---------- DATA TO USE
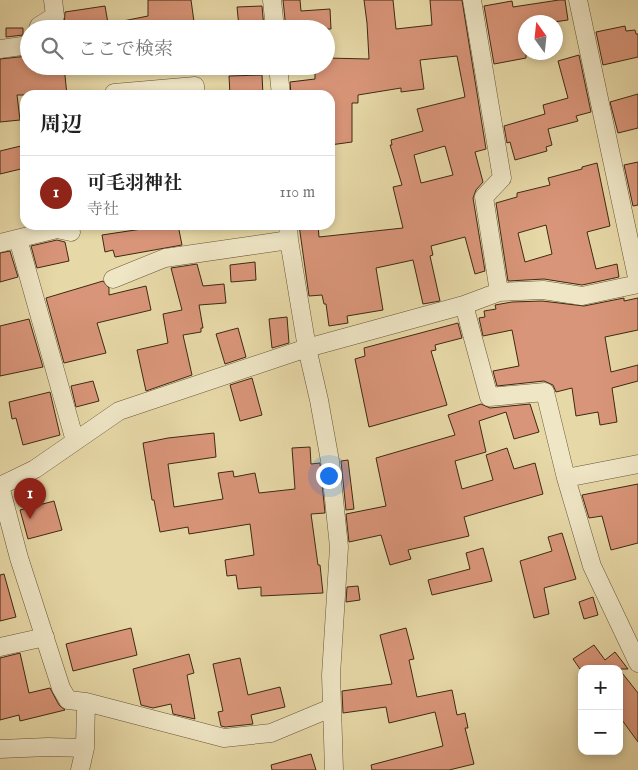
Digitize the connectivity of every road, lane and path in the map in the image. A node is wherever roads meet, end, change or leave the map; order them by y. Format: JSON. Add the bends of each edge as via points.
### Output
{"nodes":[{"id":1,"x":53,"y":0,"type":"edge"},
{"id":2,"x":272,"y":0,"type":"edge"},
{"id":3,"x":472,"y":0,"type":"edge"},
{"id":4,"x":578,"y":0,"type":"edge"},
{"id":5,"x":49,"y":20,"type":"edge"},
{"id":6,"x":274,"y":20,"type":"edge"},
{"id":7,"x":20,"y":47,"type":"edge"},
{"id":8,"x":0,"y":49,"type":"edge"},
{"id":9,"x":279,"y":75,"type":"edge"},
{"id":10,"x":148,"y":90,"type":"edge"},
{"id":11,"x":195,"y":90,"type":"edge"},
{"id":12,"x":280,"y":90,"type":"edge"},
{"id":13,"x":51,"y":230,"type":"edge"},
{"id":14,"x":62,"y":230,"type":"edge"},
{"id":15,"x":71,"y":232,"type":"dead end"},
{"id":16,"x":289,"y":233,"type":"edge"},
{"id":17,"x":5,"y":238,"type":"edge"},
{"id":18,"x":113,"y":279,"type":"dead end"},
{"id":19,"x":638,"y":283,"type":"edge"},
{"id":20,"x":499,"y":292,"type":"junction"},
{"id":21,"x":464,"y":305,"type":"junction"},
{"id":22,"x":307,"y":348,"type":"junction"},
{"id":23,"x":75,"y":441,"type":"junction"},
{"id":24,"x":638,"y":464,"type":"edge"},
{"id":25,"x":566,"y":478,"type":"junction"},
{"id":26,"x":0,"y":486,"type":"edge"},
{"id":27,"x":45,"y":637,"type":"junction"},
{"id":28,"x":0,"y":647,"type":"edge"},
{"id":29,"x":638,"y":663,"type":"edge"},
{"id":30,"x":86,"y":702,"type":"junction"},
{"id":31,"x":332,"y":708,"type":"junction"},
{"id":32,"x":85,"y":748,"type":"junction"},
{"id":33,"x":0,"y":749,"type":"edge"},
{"id":34,"x":80,"y":770,"type":"edge"},
{"id":35,"x":334,"y":770,"type":"edge"}],
"edges":[{"from":1,"to":5,"type":"street","via":[[55,16]]},
{"from":2,"to":6,"type":"street"},
{"from":3,"to":20,"type":"street","via":[[502,178],[484,197]]},
{"from":4,"to":19,"type":"street"},
{"from":7,"to":8,"type":"street"},
{"from":9,"to":12,"type":"street"},
{"from":10,"to":11,"type":"street","via":[[194,86]]},
{"from":13,"to":17,"type":"street"},
{"from":14,"to":15,"type":"street"},
{"from":16,"to":18,"type":"street","via":[[165,258]]},
{"from":16,"to":22,"type":"street"},
{"from":17,"to":23,"type":"street"},
{"from":19,"to":20,"type":"street","via":[[582,296],[544,290]]},
{"from":20,"to":21,"type":"street"},
{"from":21,"to":22,"type":"street"},
{"from":21,"to":25,"type":"street","via":[[489,397],[545,392]]},
{"from":22,"to":23,"type":"street","via":[[119,411]]},
{"from":22,"to":31,"type":"street","via":[[330,460],[339,547]]},
{"from":23,"to":26,"type":"street","via":[[35,469]]},
{"from":24,"to":25,"type":"street"},
{"from":25,"to":29,"type":"street","via":[[592,566]]},
{"from":26,"to":27,"type":"street"},
{"from":27,"to":28,"type":"street"},
{"from":27,"to":30,"type":"street","via":[[68,700]]},
{"from":30,"to":31,"type":"street","via":[[224,738],[271,733]]},
{"from":30,"to":32,"type":"street"},
{"from":31,"to":35,"type":"street"},
{"from":32,"to":33,"type":"street"},
{"from":32,"to":34,"type":"street"}]}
--------------------
▶ WORK REQUEST
Reproduce the data verbatim and omit each image.

▶ ANSWER
Digitize the connectivity of every road, lane and path in the map in the image. A node is wherever roads meet, end, change or leave the map; order them by y. Format: JSON. Add the bends of each edge as via points.
### Output
{"nodes":[{"id":1,"x":53,"y":0,"type":"edge"},
{"id":2,"x":272,"y":0,"type":"edge"},
{"id":3,"x":472,"y":0,"type":"edge"},
{"id":4,"x":578,"y":0,"type":"edge"},
{"id":5,"x":49,"y":20,"type":"edge"},
{"id":6,"x":274,"y":20,"type":"edge"},
{"id":7,"x":20,"y":47,"type":"edge"},
{"id":8,"x":0,"y":49,"type":"edge"},
{"id":9,"x":279,"y":75,"type":"edge"},
{"id":10,"x":148,"y":90,"type":"edge"},
{"id":11,"x":195,"y":90,"type":"edge"},
{"id":12,"x":280,"y":90,"type":"edge"},
{"id":13,"x":51,"y":230,"type":"edge"},
{"id":14,"x":62,"y":230,"type":"edge"},
{"id":15,"x":71,"y":232,"type":"dead end"},
{"id":16,"x":289,"y":233,"type":"edge"},
{"id":17,"x":5,"y":238,"type":"edge"},
{"id":18,"x":113,"y":279,"type":"dead end"},
{"id":19,"x":638,"y":283,"type":"edge"},
{"id":20,"x":499,"y":292,"type":"junction"},
{"id":21,"x":464,"y":305,"type":"junction"},
{"id":22,"x":307,"y":348,"type":"junction"},
{"id":23,"x":75,"y":441,"type":"junction"},
{"id":24,"x":638,"y":464,"type":"edge"},
{"id":25,"x":566,"y":478,"type":"junction"},
{"id":26,"x":0,"y":486,"type":"edge"},
{"id":27,"x":45,"y":637,"type":"junction"},
{"id":28,"x":0,"y":647,"type":"edge"},
{"id":29,"x":638,"y":663,"type":"edge"},
{"id":30,"x":86,"y":702,"type":"junction"},
{"id":31,"x":332,"y":708,"type":"junction"},
{"id":32,"x":85,"y":748,"type":"junction"},
{"id":33,"x":0,"y":749,"type":"edge"},
{"id":34,"x":80,"y":770,"type":"edge"},
{"id":35,"x":334,"y":770,"type":"edge"}],
"edges":[{"from":1,"to":5,"type":"street","via":[[55,16]]},
{"from":2,"to":6,"type":"street"},
{"from":3,"to":20,"type":"street","via":[[502,178],[484,197]]},
{"from":4,"to":19,"type":"street"},
{"from":7,"to":8,"type":"street"},
{"from":9,"to":12,"type":"street"},
{"from":10,"to":11,"type":"street","via":[[194,86]]},
{"from":13,"to":17,"type":"street"},
{"from":14,"to":15,"type":"street"},
{"from":16,"to":18,"type":"street","via":[[165,258]]},
{"from":16,"to":22,"type":"street"},
{"from":17,"to":23,"type":"street"},
{"from":19,"to":20,"type":"street","via":[[582,296],[544,290]]},
{"from":20,"to":21,"type":"street"},
{"from":21,"to":22,"type":"street"},
{"from":21,"to":25,"type":"street","via":[[489,397],[545,392]]},
{"from":22,"to":23,"type":"street","via":[[119,411]]},
{"from":22,"to":31,"type":"street","via":[[330,460],[339,547]]},
{"from":23,"to":26,"type":"street","via":[[35,469]]},
{"from":24,"to":25,"type":"street"},
{"from":25,"to":29,"type":"street","via":[[592,566]]},
{"from":26,"to":27,"type":"street"},
{"from":27,"to":28,"type":"street"},
{"from":27,"to":30,"type":"street","via":[[68,700]]},
{"from":30,"to":31,"type":"street","via":[[224,738],[271,733]]},
{"from":30,"to":32,"type":"street"},
{"from":31,"to":35,"type":"street"},
{"from":32,"to":33,"type":"street"},
{"from":32,"to":34,"type":"street"}]}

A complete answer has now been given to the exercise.